Wednesday, 25 January 2012

inexpensive iSCSI solutions

We are in the unenviable position of upgrading many servers to meet the growing requirements of an ever increasing sales force. Basically we need a new Exchange server, whilst we are at it, the additional data means more backup space is needed... oh and could we have another 4 full development environments, P.S. the SAP server could use another 500GB.

Servers are easy in today's new order of virtualising everything. And indeed given the way that we retire production web kit to development servers, CPU and memory resource is cheap. Hard disks however are a bit more difficult. Yes hard disks are cheap, but hard disk enclosures fill up fast, then your only choice is to get *all* new disks rather than just adding a couple more. Once you do proper capacity planning you suddenly have some quite big bills on your hand and actually you are no better off in a years time :(

Yes, the solution is obvious, get a  nice big SAN:
  • It makes vitalisation simpler
  • Improves your redundancy by allowing you to easily move vm's between hypervisors
  • Its fast
  • Very flexible (you can repartition on the fly)
  • High disk redundancy
A quick lesson on what a SAN is. Essentially SAN falls under the category of external storage. Its a big dedicated disk array, highly optimised to deliver data over the network, sometimes over its own dedicated network to reduce interference from other devices.

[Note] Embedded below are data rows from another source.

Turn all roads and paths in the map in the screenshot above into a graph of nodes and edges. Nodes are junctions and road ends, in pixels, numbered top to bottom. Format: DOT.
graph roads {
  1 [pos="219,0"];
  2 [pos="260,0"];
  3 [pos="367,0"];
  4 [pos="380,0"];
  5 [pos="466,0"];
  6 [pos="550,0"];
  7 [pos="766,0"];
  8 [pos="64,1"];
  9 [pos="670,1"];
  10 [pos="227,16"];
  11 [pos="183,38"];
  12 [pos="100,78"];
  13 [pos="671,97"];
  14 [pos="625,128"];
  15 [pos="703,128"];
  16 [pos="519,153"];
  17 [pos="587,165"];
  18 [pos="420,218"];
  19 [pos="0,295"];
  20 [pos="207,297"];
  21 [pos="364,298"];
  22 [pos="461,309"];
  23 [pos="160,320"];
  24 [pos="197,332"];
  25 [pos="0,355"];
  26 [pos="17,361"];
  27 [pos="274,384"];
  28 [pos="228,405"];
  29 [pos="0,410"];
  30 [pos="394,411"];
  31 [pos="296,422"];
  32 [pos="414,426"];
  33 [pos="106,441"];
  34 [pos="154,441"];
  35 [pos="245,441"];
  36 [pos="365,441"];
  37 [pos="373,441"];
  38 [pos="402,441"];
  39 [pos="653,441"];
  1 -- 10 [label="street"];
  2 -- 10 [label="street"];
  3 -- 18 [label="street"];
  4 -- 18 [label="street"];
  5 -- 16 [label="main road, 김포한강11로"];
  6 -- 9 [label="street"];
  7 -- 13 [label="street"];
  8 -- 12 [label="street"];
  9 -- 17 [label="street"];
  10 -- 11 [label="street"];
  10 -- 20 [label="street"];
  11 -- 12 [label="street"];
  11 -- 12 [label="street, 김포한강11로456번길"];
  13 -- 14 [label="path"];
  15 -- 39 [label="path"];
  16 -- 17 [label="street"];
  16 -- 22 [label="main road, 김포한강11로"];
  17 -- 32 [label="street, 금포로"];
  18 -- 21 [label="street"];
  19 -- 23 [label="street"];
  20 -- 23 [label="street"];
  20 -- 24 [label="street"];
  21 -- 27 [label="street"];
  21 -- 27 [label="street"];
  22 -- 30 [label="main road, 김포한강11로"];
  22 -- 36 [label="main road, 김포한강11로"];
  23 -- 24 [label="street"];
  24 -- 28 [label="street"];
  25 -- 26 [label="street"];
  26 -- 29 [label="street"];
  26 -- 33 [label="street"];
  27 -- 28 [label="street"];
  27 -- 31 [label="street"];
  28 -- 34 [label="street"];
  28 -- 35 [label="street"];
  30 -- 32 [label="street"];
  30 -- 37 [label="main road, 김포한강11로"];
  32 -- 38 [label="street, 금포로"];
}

Here comes the hard part... SAN stands for Storage Area Network as apposed to NAS or Network Attached Storage. The difference is that a NAS looks like a shared drive on the network that anybody can attach to (provided they have permission) it looks for all the world like a server in its own right.

A SAN is somewhat more esoteric, normal network users cannot even see the device. It presents itself like a raw hard drive usually through an iSCSI interface that you attach to and use literally like a real internal hard drive. The big thing is that normally only one server uses that iSCSI partition, most often it is the main drive for a virtual machine.

The principle difference between a SAN and a NAS is in the way that data is transferred between the network storage decice and the data consumer. On a NAS data is transferred as files in a structured manner, irrespective of how the data is represented on the disk. On a SAN the data is transferred at a block level mimicking the way data is stored in blocks on the disk. In theory a SAN is more efficient and faster than a NAS as it is optimised for data transfer rather than file structure and so the data can transfer without having to be assembled up into files. Very good for large unstructured data, i.e. databases. In practice, there actually isn't a lot of difference until you get to quite large devices.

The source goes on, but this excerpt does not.